Requirement »
Among the entries that follow, find every line with the word "Right" and list it.

Records supplied »
┌──
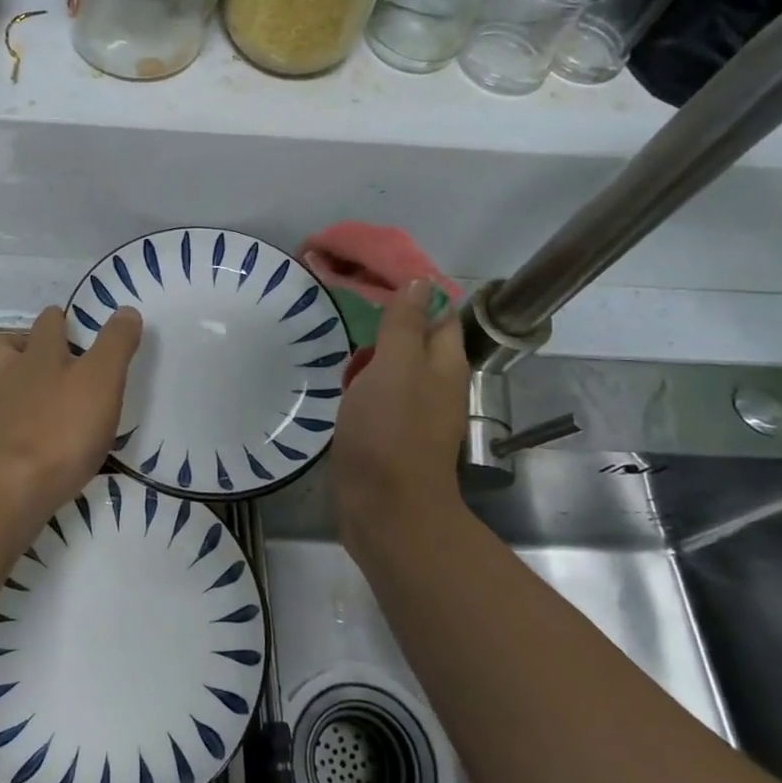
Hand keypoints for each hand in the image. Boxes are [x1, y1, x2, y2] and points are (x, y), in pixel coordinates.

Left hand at [0, 305, 142, 519]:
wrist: (20, 484)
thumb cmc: (65, 424)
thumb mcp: (103, 378)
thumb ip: (115, 343)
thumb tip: (127, 311)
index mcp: (38, 354)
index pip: (46, 323)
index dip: (58, 319)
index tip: (72, 323)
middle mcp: (11, 375)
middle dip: (16, 344)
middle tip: (42, 355)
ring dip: (5, 378)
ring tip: (32, 387)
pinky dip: (10, 416)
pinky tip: (30, 426)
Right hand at [332, 281, 467, 557]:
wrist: (385, 509)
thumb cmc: (390, 431)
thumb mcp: (396, 366)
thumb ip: (405, 324)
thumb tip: (419, 283)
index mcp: (445, 363)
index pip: (437, 310)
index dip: (412, 288)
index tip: (371, 273)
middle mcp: (435, 383)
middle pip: (415, 337)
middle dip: (385, 319)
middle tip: (344, 303)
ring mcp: (412, 410)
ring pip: (393, 366)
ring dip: (369, 350)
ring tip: (335, 338)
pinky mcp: (389, 432)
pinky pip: (377, 393)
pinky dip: (360, 380)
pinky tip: (338, 380)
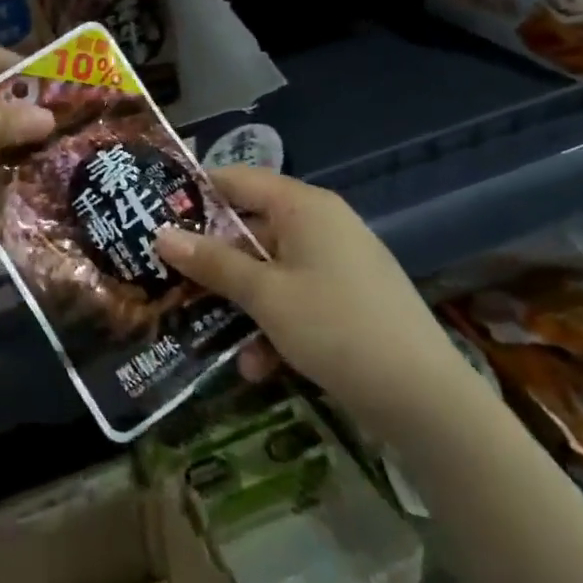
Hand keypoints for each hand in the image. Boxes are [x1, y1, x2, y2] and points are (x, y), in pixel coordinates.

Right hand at [156, 168, 473, 435]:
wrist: (427, 402)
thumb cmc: (335, 328)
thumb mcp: (264, 295)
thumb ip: (212, 262)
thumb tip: (161, 234)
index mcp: (304, 207)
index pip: (237, 180)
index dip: (195, 193)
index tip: (155, 213)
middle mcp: (322, 225)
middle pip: (252, 228)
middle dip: (213, 260)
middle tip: (170, 276)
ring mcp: (340, 264)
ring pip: (271, 270)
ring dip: (241, 303)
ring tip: (208, 334)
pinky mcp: (350, 301)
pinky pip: (297, 299)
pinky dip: (274, 325)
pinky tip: (257, 367)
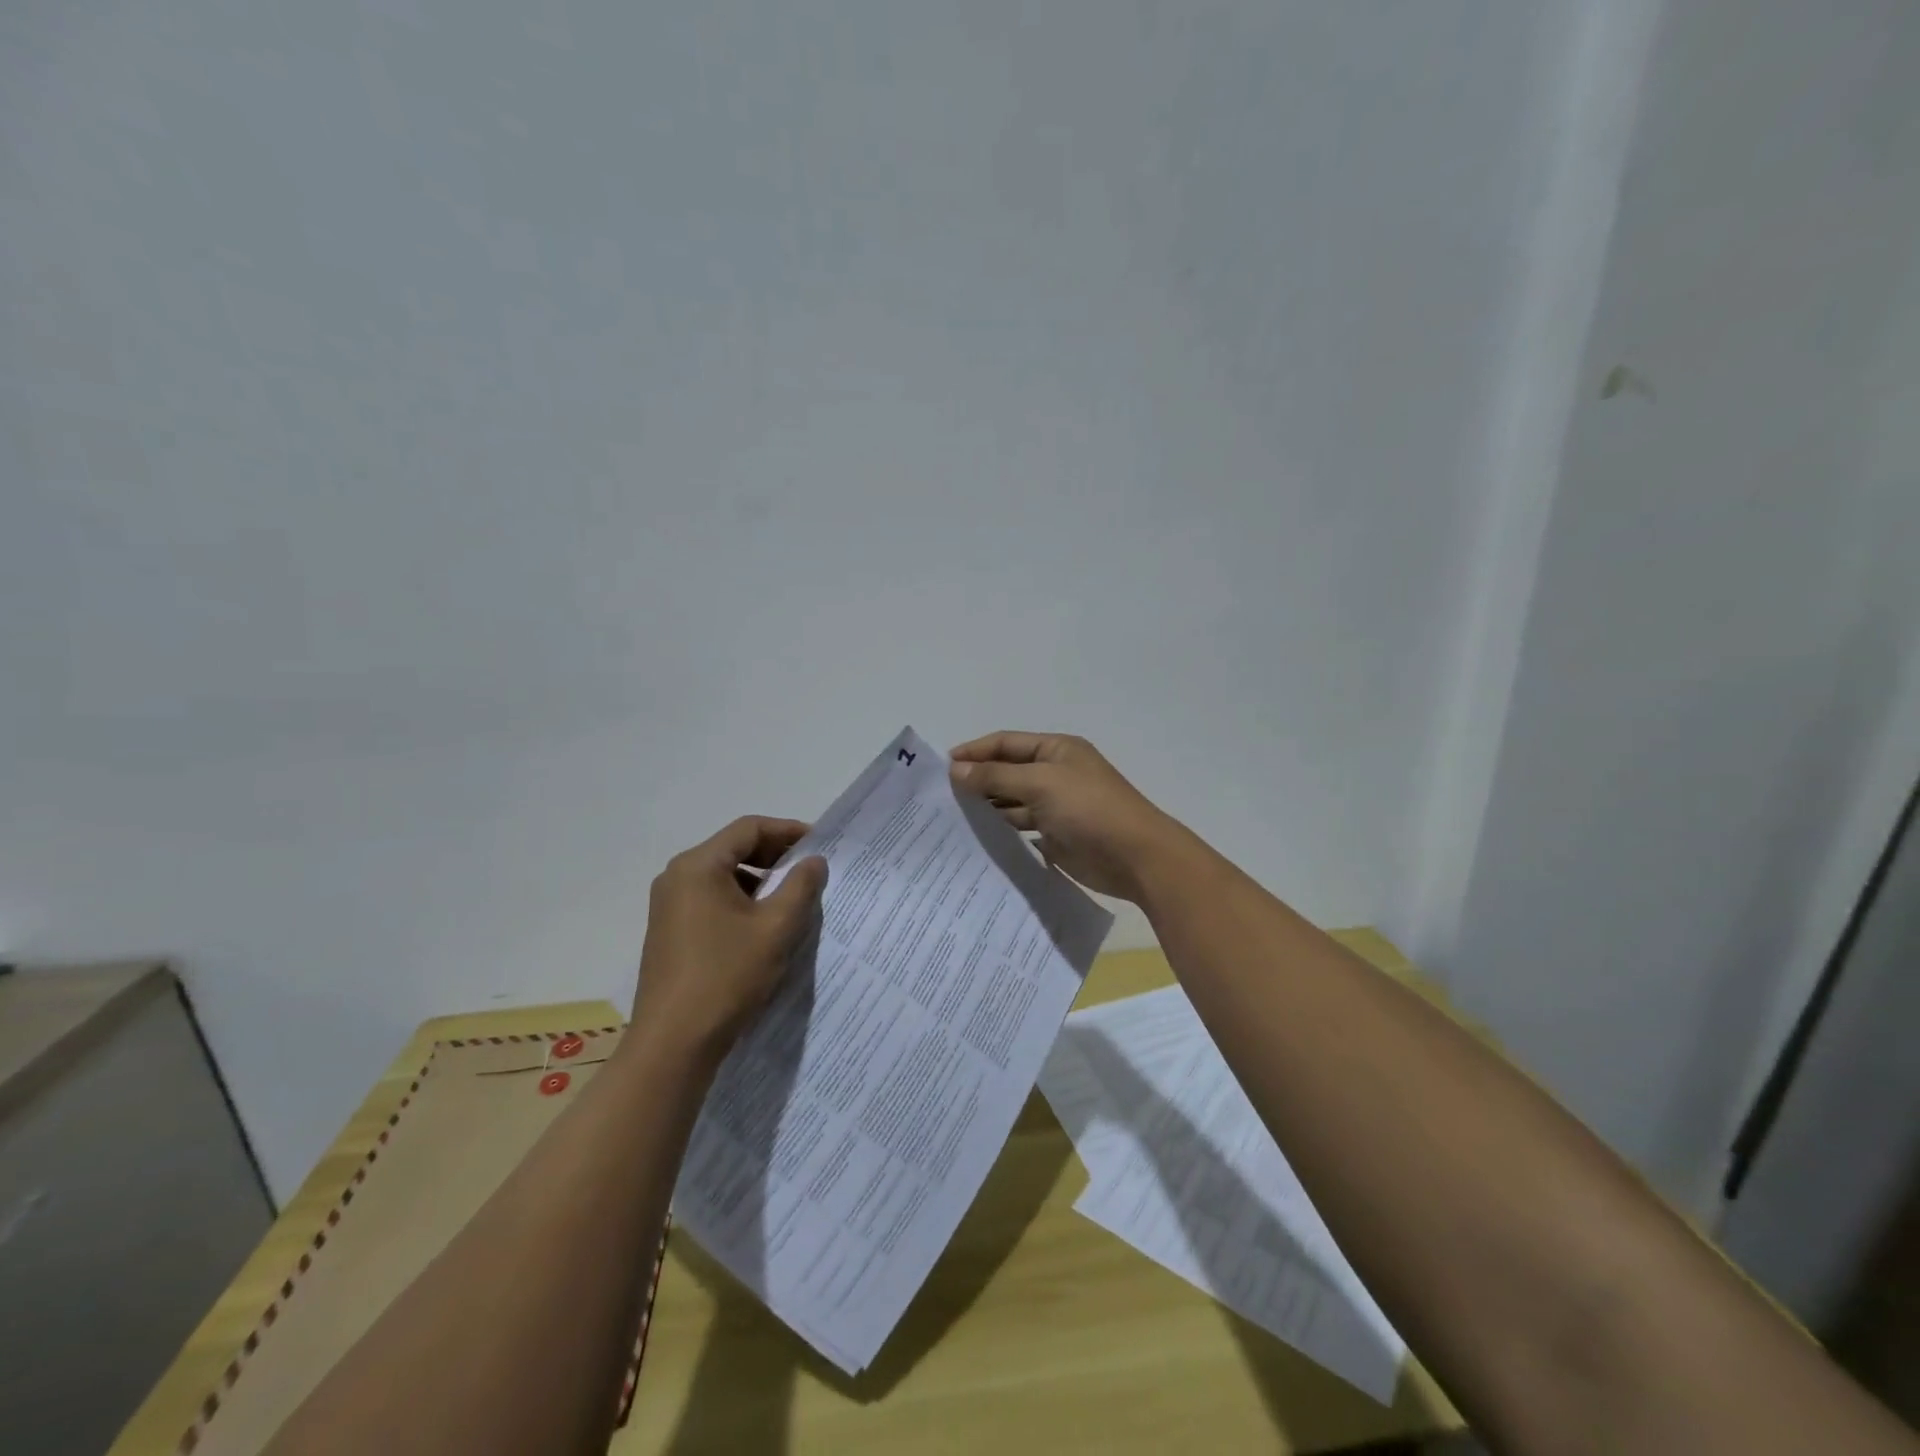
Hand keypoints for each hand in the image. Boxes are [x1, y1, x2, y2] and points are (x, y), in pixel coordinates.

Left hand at [631, 816, 827, 1066]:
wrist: (673, 1044)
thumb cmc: (727, 976)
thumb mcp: (776, 928)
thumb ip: (801, 886)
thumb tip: (814, 861)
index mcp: (698, 866)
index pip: (749, 828)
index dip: (788, 831)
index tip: (820, 846)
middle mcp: (677, 877)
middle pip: (734, 849)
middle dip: (775, 856)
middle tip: (811, 870)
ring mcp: (669, 906)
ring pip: (724, 877)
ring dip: (760, 881)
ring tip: (793, 900)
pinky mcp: (670, 932)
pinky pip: (711, 900)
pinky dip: (741, 902)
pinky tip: (764, 926)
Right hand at [949, 732, 1180, 901]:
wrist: (1136, 857)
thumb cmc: (1089, 808)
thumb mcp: (1040, 783)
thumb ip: (996, 776)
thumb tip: (956, 770)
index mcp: (1055, 750)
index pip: (1006, 743)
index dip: (975, 751)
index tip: (942, 767)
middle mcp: (1055, 774)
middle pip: (1007, 772)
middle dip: (977, 781)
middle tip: (941, 798)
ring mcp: (1056, 807)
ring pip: (1012, 803)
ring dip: (986, 808)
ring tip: (952, 820)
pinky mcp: (1056, 836)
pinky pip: (1021, 830)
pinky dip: (1001, 833)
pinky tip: (976, 841)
└──
Result of the task »
Right hand at [332, 281, 467, 557]:
Right hand at [156, 168, 473, 435]:
Right hand at [949, 732, 1180, 901]:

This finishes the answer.